Referring once again to FIG. 1C, the exhaust tube 14 is inserted into the counter bore 6e. In the illustrated construction, the exhaust tube 14 is a relatively simple plastic tube that includes humps 14a on the outer surface of its lower portion. In some embodiments, the humps 14a can extend all the way around the tube 14 like a ridge, and in other embodiments the humps 14a could be one or more bulges in the side of the tube 14, corresponding to one or more of the cavities 6h discussed above with respect to the counter bore 6e. The exhaust tube 14 is inserted into the counter bore 6e until the distal end of the exhaust tube 14 abuts the shoulder 6g at the bottom of the counter bore 6e. When the exhaust tube 14 is so inserted, the humps 14a align with and are received within the cavities 6h. Although in the illustrated embodiment the humps 14a do not extend to the back of the cavities 6h, in other embodiments the humps 14a do extend to the backs of the cavities 6h and the interaction between the humps 14a and the cavities 6h gives rise to a large portion of the interference load. In other embodiments, there may not be cavities 6h, but the tube may include the humps 14a which bear directly against a wall of the bit bore 6c or counter bore 6e and the assembly may rely substantially entirely on the frictional interface between the humps 14a and the side wall of the bit bore 6c or counter bore 6e for the interference fit. The exhaust tube 14 in a DTH drill bit provides a vital function for the drill to operate continuously. In early days of DTH drill design, aluminum tubes were used. Due to the high material cost and complicacy of installation, aluminum tubes were replaced by plastic tubes in the 1980's. One popular plastic material for such tubes is Delrin® plastic. Delrin® is a registered trademark of E. I. Du Pont de Nemours and Company.
The exhaust tube 14 is held in the bit counter bore 6e by way of an interference fit and also by virtue of the interaction of the humps 14a and cavities 6h. The undeformed original outer diameter of the exhaust tube 14 is slightly larger than the diameter 6f of the counter bore 6e.
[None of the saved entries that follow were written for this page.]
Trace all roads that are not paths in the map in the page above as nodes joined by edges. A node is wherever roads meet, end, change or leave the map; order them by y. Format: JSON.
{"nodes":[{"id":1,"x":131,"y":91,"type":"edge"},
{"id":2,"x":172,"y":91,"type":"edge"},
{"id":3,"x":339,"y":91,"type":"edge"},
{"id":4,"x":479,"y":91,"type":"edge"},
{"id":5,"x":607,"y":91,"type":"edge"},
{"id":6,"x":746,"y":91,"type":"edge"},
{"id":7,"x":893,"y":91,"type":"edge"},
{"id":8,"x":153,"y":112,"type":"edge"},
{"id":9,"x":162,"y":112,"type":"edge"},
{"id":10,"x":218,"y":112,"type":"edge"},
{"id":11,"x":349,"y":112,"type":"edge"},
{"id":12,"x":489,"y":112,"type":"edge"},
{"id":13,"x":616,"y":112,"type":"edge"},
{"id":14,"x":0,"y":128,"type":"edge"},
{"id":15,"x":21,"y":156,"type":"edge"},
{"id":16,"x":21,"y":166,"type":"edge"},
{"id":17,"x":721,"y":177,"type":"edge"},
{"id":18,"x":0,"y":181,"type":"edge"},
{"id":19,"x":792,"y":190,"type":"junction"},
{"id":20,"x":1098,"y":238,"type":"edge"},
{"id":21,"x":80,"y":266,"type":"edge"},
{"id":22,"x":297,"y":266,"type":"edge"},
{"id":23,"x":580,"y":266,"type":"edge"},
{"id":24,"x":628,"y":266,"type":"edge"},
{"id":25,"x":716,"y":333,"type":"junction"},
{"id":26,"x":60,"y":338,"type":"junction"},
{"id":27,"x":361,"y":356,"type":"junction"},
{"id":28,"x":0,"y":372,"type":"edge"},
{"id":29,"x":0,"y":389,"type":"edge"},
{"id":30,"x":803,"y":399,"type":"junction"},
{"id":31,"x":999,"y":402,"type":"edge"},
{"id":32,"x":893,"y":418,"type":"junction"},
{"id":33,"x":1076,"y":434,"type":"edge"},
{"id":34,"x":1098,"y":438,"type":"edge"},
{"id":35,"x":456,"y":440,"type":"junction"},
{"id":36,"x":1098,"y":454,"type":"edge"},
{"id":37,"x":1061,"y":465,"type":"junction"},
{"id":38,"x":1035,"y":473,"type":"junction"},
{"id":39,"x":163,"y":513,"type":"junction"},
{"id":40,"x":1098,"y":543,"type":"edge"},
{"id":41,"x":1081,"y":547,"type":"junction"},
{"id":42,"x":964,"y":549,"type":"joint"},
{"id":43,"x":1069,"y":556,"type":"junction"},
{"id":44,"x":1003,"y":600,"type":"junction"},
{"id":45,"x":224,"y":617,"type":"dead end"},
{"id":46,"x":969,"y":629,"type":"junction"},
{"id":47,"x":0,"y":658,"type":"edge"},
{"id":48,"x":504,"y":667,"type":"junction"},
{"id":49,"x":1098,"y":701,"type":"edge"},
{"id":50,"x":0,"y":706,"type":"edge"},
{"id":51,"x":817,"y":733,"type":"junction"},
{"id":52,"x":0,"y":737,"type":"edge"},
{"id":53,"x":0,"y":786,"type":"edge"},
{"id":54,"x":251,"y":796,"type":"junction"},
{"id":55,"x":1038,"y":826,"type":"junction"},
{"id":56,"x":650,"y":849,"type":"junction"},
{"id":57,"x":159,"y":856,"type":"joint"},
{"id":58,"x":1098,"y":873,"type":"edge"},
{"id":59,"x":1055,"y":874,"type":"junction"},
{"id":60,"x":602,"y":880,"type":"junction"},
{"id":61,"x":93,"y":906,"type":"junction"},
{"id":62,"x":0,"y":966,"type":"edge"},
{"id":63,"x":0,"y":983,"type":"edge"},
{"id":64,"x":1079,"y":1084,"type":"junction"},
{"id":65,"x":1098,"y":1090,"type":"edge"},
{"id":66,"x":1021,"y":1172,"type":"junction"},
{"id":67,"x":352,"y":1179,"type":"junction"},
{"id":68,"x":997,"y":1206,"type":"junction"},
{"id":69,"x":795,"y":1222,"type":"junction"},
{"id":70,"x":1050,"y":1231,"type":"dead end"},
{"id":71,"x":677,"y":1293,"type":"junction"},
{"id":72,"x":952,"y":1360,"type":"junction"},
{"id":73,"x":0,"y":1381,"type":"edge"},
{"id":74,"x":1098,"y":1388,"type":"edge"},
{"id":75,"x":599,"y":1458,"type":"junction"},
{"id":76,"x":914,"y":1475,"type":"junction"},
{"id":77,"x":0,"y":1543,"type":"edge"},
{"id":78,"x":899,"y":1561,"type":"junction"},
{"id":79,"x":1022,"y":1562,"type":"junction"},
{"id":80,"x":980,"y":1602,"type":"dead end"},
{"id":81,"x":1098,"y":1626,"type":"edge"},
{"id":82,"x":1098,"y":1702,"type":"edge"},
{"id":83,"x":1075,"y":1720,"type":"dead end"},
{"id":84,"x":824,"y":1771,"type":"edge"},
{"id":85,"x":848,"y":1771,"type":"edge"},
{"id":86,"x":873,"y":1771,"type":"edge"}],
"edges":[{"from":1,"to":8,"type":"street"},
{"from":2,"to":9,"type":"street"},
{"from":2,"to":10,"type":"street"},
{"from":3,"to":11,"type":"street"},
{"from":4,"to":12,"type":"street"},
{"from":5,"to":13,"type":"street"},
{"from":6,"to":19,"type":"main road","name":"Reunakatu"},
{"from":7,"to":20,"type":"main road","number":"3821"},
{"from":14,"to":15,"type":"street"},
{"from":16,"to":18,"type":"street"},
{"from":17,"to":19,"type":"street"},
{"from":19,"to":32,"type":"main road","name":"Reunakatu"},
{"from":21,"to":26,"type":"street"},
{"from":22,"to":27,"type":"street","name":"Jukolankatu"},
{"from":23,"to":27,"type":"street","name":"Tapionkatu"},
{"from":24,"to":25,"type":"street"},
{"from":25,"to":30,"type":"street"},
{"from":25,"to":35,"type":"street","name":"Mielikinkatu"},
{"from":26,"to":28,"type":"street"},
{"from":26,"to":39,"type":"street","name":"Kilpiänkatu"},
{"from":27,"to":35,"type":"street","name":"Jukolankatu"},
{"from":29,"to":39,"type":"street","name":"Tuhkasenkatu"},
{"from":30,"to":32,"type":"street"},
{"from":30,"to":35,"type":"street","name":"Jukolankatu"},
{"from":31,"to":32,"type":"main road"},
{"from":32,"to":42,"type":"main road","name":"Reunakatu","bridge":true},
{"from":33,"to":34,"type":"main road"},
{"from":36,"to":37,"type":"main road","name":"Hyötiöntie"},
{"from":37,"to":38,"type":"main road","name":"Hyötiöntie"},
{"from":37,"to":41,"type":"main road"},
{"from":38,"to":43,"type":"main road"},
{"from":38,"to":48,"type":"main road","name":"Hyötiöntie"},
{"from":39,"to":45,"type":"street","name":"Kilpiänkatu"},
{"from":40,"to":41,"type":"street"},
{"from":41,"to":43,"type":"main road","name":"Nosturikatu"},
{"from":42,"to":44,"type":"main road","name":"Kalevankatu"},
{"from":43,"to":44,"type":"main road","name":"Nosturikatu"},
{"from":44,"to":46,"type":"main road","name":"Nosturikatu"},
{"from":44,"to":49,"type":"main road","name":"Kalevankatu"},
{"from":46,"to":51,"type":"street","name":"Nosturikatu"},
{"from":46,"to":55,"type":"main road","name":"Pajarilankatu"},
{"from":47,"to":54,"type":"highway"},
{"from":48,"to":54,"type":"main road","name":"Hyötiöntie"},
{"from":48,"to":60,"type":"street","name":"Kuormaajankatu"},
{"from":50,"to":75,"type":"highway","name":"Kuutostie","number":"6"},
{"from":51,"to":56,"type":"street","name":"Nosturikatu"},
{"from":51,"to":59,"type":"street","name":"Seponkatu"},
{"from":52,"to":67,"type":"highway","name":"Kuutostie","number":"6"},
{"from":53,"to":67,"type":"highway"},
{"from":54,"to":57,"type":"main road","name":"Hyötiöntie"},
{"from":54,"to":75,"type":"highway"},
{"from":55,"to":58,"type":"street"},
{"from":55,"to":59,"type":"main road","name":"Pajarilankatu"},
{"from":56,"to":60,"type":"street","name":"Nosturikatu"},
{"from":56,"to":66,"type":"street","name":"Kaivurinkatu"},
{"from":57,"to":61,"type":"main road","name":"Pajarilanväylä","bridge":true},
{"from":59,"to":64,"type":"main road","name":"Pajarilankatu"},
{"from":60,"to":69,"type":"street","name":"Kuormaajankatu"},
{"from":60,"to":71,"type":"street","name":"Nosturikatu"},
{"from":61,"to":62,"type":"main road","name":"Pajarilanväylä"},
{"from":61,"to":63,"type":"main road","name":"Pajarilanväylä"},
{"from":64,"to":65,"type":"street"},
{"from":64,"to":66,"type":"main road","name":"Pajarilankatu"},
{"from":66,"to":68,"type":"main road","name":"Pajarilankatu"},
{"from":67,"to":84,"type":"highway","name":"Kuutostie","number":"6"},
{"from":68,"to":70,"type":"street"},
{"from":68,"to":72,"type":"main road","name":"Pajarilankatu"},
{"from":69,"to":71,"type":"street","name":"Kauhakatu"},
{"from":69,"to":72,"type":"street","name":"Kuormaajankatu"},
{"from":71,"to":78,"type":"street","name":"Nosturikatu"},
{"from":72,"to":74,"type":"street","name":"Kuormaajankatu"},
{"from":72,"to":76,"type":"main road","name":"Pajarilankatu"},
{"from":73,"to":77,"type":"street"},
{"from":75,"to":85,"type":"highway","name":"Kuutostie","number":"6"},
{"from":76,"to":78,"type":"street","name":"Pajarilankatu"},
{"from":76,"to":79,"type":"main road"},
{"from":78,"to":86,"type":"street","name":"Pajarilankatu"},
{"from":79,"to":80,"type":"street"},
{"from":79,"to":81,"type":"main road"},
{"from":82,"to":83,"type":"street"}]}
The exhaust tube 14 is forced into the counter bore 6e, which causes the exhaust tube 14 to deform. The shape memory of the plastic material in the exhaust tube 14 causes the exhaust tube 14 to expand against the wall of the counter bore 6e. This gives rise to a gripping force between the exhaust tube 14 and the wall of the counter bore 6e. The gripping force is a function of (e.g., proportional to) the pressure exerted by the exhaust tube 14 against the wall of the counter bore 6e, and also the surface area of contact between the exhaust tube 14 and the wall of the counter bore 6e. 
One aspect of the present invention is recognition that while plastic exhaust tubes offer many advantages, a persistent problem has been that such exhaust tubes tend to loosen during their service life when compared to exhaust tubes made of aluminum, steel, or other suitable materials (collectively, “other suitable materials”). The embodiments of the present invention described below are primarily focused on an apparatus and method for securing a plastic exhaust tube in counter bore of a bit to reduce the likelihood that the exhaust tube will come loose during ordinary operation of the DTH drill. The invention is applicable, however, to securing substantially any cylindrical members within a component of a DTH drill in a bore or counter bore in the component.